▶ [EXERCISE PROMPT]
The answer must consist of each line below that contains the word "graph", copied in full.

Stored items
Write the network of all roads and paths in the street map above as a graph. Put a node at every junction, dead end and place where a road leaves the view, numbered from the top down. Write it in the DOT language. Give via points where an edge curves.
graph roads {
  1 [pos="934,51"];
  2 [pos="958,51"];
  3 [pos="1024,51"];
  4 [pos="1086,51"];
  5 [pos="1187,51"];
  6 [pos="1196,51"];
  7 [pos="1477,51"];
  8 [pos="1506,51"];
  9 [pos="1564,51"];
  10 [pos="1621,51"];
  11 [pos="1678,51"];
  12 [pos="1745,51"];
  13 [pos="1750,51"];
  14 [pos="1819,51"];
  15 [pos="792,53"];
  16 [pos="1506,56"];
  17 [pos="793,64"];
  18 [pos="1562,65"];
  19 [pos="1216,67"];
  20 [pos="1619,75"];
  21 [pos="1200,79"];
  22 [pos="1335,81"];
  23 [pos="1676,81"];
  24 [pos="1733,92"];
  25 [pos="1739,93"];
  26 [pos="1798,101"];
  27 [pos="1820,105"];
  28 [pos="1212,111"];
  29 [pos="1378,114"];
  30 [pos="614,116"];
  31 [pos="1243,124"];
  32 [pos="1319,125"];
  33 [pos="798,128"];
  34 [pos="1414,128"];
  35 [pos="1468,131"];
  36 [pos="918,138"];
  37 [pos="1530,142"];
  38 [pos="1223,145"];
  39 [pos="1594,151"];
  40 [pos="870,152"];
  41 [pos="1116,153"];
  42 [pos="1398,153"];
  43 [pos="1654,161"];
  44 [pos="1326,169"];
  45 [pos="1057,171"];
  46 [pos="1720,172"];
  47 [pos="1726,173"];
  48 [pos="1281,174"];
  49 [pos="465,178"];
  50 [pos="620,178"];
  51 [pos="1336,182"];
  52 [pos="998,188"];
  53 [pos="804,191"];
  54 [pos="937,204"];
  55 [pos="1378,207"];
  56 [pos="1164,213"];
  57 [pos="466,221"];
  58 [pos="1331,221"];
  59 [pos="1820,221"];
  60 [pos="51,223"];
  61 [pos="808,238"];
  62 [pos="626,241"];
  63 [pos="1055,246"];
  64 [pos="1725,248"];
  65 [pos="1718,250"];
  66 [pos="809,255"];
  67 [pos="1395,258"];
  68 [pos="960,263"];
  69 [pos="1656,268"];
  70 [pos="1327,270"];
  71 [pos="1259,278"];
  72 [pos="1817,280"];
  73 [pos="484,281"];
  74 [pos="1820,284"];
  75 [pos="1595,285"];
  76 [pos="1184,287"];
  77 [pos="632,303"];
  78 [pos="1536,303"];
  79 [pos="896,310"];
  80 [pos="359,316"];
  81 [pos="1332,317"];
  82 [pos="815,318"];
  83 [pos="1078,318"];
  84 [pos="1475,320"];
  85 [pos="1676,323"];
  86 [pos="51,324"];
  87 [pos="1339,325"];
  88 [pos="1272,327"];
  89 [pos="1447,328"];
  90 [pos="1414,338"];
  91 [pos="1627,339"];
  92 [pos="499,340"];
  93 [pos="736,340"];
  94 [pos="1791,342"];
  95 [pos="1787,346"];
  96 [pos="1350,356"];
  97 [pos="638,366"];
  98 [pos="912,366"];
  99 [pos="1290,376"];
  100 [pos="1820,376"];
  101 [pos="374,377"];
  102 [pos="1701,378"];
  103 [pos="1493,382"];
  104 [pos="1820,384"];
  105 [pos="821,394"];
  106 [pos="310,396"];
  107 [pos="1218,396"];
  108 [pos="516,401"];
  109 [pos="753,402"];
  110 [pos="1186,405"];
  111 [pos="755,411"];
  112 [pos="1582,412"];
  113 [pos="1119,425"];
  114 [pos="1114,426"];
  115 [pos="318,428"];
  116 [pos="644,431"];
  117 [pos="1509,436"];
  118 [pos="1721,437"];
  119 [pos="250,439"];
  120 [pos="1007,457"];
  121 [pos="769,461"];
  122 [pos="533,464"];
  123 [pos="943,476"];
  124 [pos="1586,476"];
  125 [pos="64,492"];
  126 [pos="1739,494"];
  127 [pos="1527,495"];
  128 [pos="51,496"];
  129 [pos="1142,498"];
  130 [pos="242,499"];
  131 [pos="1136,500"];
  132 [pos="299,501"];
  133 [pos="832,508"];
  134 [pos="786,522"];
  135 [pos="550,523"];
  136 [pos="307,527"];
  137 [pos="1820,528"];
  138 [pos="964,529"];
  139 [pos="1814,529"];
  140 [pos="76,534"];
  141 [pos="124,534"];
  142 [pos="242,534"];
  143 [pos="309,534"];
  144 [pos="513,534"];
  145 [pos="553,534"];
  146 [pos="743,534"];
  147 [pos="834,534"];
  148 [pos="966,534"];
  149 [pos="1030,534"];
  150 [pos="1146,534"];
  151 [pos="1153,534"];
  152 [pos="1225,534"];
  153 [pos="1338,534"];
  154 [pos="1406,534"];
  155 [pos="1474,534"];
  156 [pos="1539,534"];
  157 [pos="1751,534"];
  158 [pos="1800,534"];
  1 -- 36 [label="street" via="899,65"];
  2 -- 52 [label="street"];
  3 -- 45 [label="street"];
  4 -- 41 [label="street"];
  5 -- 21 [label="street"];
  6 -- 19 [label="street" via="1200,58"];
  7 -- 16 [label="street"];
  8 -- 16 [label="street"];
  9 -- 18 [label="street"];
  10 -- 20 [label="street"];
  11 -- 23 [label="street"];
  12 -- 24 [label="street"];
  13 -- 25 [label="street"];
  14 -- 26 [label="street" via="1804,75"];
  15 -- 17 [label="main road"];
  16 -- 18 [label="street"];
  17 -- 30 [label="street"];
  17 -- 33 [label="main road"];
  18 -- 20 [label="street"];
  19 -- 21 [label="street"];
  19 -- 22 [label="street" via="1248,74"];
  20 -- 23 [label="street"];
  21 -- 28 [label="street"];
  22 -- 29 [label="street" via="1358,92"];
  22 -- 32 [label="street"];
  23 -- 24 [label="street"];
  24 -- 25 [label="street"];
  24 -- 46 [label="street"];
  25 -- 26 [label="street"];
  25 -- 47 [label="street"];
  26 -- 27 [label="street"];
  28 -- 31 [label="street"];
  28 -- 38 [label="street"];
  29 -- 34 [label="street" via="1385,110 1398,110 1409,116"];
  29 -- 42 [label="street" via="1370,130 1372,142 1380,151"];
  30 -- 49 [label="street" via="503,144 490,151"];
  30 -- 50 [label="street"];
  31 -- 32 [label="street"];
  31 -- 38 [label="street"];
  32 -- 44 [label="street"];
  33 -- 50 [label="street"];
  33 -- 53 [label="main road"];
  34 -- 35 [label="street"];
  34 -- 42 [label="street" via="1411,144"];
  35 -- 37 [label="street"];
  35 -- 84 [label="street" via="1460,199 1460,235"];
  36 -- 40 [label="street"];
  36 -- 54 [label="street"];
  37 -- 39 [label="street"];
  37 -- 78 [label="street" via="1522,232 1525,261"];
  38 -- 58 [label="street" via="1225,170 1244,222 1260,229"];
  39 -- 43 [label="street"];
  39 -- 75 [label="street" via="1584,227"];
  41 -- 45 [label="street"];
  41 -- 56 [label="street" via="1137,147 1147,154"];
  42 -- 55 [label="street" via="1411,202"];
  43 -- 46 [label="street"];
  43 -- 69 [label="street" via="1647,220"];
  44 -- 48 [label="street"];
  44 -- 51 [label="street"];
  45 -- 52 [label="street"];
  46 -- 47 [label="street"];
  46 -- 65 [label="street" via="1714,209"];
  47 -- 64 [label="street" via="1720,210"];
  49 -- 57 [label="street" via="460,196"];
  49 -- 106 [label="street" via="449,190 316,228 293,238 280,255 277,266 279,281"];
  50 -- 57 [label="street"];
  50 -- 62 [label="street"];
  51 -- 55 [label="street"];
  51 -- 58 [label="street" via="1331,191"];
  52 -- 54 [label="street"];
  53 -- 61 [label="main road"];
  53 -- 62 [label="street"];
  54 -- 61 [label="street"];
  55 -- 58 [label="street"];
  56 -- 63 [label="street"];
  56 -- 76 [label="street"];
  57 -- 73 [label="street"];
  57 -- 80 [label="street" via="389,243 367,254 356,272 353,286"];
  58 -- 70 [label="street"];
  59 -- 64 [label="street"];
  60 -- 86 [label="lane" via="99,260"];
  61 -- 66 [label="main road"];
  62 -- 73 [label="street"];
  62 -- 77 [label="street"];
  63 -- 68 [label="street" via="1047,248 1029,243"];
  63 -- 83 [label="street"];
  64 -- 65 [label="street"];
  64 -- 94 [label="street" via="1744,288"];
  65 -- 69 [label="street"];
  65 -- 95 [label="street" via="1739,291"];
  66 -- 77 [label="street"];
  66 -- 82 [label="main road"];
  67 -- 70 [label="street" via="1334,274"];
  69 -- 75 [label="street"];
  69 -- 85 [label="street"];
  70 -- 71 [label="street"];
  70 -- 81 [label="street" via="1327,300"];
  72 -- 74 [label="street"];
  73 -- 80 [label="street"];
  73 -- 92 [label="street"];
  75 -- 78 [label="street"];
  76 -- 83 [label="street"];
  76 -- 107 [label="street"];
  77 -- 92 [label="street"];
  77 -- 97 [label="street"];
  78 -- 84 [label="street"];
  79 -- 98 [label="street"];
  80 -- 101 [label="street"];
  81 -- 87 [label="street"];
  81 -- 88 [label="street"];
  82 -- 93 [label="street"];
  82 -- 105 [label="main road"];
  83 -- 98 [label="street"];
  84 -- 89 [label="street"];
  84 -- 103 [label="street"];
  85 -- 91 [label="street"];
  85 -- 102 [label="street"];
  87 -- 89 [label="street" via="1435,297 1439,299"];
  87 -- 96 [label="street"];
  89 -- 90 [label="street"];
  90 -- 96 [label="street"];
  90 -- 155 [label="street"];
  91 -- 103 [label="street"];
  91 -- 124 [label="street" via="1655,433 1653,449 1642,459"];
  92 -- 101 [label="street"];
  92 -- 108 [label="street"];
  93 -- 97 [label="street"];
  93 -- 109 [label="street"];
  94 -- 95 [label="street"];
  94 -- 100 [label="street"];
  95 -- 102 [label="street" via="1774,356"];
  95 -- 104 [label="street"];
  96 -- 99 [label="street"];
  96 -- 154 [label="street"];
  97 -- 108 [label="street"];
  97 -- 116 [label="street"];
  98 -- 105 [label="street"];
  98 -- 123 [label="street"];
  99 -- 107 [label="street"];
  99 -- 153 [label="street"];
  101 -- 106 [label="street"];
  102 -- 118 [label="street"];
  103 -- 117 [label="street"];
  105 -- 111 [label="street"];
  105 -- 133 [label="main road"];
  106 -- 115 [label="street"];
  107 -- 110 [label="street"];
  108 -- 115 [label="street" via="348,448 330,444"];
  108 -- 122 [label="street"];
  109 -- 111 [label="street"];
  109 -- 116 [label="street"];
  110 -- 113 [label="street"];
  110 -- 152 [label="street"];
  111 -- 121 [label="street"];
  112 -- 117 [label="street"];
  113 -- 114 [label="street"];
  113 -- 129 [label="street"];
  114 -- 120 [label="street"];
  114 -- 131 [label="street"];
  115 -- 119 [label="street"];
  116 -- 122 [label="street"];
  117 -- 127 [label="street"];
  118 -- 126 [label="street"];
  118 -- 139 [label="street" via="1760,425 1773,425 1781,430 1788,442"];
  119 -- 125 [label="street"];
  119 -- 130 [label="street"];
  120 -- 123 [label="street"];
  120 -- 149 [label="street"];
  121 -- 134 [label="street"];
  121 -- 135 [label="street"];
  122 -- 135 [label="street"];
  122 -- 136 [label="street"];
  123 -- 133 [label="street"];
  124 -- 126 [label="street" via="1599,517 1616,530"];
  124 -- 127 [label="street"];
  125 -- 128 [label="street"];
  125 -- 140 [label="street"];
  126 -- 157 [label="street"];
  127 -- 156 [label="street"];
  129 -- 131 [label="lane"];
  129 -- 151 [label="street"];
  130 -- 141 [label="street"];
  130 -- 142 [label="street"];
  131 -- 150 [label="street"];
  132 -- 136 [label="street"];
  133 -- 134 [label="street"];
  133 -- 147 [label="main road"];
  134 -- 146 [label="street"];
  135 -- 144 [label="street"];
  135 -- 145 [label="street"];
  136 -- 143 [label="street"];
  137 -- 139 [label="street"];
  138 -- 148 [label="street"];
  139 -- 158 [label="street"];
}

▶ [THE COMPLETED TASK]
Write the network of all roads and paths in the street map above as a graph. Put a node at every junction, dead end and place where a road leaves the view, numbered from the top down. Write it in the DOT language. Give via points where an edge curves.
graph roads {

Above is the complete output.